Le vote en première lecture du projet de loi de Sécurité sociale (PLFSS) pour 2019 est attendu ce mardi à l'Assemblée après une semaine de débats intenses en séance.
Le gouvernement et le rapporteur général Olivier Véran (LREM, Isère) ont confirmé des dispositions adoptées en commission. L'opposition n'a guère réussi à se faire entendre dans un Hémicycle acquis à la majorité présidentielle. Retour sur plusieurs éléments clés de ce budget, examiné au Sénat à partir du 7 novembre.
• Le forfait de réorientation aux urgences : expérimental !
Le rapporteur général a remporté une bataille en faisant adopter la création d’un forfait de réorientation (20 à 60 euros par patient) pour les services d’urgences qui adressent leurs patients légers vers la médecine de ville. Devant une opposition mobilisée, le Dr Véran a dû batailler ferme, quitte à lâcher du lest. Il est lui-même à l’initiative d’un sous-amendement visant à faire de cet antidote à l’engorgement des urgences une expérimentation sur trois ans (au lieu d’une mise en œuvre immédiate).
L’opposition a raillé cette initiative, jugée « iconoclaste » voire « surréaliste », dès lors qu'elle rémunère les hôpitaux à ne pas soigner mais à transférer certains patients. Le Dr Brahim Hammouche (MODEM) a pris à partie son confrère sur l’incidence médico-légale de son dispositif : « Prendrez-vous cette responsabilité, M. Véran ? », a-t-il lâché. Le soutien sans faille de la ministre de la Santé, appelant les élus à ne pas « tourner en ridicule toute innovation organisationnelle », a joué dans l'adoption de ce forfait.

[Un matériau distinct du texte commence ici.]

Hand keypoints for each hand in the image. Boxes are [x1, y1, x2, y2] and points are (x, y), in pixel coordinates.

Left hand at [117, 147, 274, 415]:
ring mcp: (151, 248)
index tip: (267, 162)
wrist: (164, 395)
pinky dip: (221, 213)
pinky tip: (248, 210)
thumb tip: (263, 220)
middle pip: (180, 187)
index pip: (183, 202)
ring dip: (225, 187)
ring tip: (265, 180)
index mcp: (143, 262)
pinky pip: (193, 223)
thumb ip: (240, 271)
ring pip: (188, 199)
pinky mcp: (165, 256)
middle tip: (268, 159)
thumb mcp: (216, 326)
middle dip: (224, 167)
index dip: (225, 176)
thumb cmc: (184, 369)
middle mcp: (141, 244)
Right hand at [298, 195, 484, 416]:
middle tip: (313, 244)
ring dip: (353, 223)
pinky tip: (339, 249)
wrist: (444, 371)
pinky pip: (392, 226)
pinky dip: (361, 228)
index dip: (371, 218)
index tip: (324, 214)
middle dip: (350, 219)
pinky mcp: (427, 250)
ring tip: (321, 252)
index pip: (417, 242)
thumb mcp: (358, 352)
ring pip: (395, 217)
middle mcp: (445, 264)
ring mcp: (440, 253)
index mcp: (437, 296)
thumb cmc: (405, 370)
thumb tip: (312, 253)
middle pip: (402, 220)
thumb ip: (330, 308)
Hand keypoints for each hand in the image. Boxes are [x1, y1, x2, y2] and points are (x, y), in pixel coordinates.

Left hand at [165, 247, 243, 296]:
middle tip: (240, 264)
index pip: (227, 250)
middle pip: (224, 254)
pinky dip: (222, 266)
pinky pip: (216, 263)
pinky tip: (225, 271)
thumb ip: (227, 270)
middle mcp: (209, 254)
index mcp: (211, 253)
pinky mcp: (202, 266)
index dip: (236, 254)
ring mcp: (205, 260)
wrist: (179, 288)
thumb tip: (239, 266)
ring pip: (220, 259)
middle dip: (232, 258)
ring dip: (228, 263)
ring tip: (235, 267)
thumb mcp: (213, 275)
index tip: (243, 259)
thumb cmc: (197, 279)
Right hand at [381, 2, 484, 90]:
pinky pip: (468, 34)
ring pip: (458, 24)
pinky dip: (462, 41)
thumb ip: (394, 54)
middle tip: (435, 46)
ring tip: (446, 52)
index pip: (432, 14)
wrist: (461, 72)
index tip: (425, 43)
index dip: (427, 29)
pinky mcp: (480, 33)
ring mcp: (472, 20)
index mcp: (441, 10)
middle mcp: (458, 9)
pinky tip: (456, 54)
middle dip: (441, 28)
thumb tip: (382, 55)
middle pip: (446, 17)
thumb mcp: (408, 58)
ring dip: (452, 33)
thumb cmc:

Campé sur ses positions, le député Véran a rejeté un amendement du Pr Jean Louis Touraine (LREM) visant à sécuriser le protocole en donnant au seul médecin urgentiste (et non à l'infirmière d'orientation) le pouvoir de réorienter un patient. « Les médecins ne vont pas perdre la boule et l'éthique parce qu'ils ont un forfait de réorientation ! », s’est défendu le père de cette innovation clivante.
• Les assistants médicaux en mode turbo
Le gouvernement a fait voter sous les applaudissements et à l'unanimité l'accélération du déploiement des assistants médicaux et des communautés professionnelles territoriales de santé (CPTS), têtes de gondole du plan Ma santé 2022.
La ministre de la Santé a apporté des précisions sur leur nature et leur financement. Le profil recherché pour les 4 000 nouveaux assistants correspond plus à un « aide-soignant cherchant une reconversion » qu'à un infirmier. Quand aux CPTS, elles devront couvrir tout le territoire « dans un délai de trois ans ».
Le gouvernement accélère sur le calendrier en pressant les partenaires conventionnels d'engager « dans le mois suivant la promulgation de la loi » des négociations pour définir les modalités de financement. « Nous pensons que c'est aux professionnels de santé de négocier », a indiqué Agnès Buzyn. Un volet de l'amendement inclut les CPTS et les équipes de soins primaires dans le champ des accords cadre interprofessionnels. Revers de la médaille : la ministre donne « trois mois » seulement aux médecins et à la CNAM pour que cette « négo » soit couronnée de succès.
• Chirurgie des cancers : la fin des actes illégaux ?
La proposition visant à attribuer un financement alternatif à la tarification à l'activité (T2A) à certaines chirurgies du cancer – remboursement fondé sur le respect des seuils annuels – est passé comme une lettre à la poste. Cette mesure de « désincitation financière » offre la possibilité à la CNAM de réclamer aux établissements « mauvais élèves » un remboursement des sommes perçues pour des actes réalisés sans agrément.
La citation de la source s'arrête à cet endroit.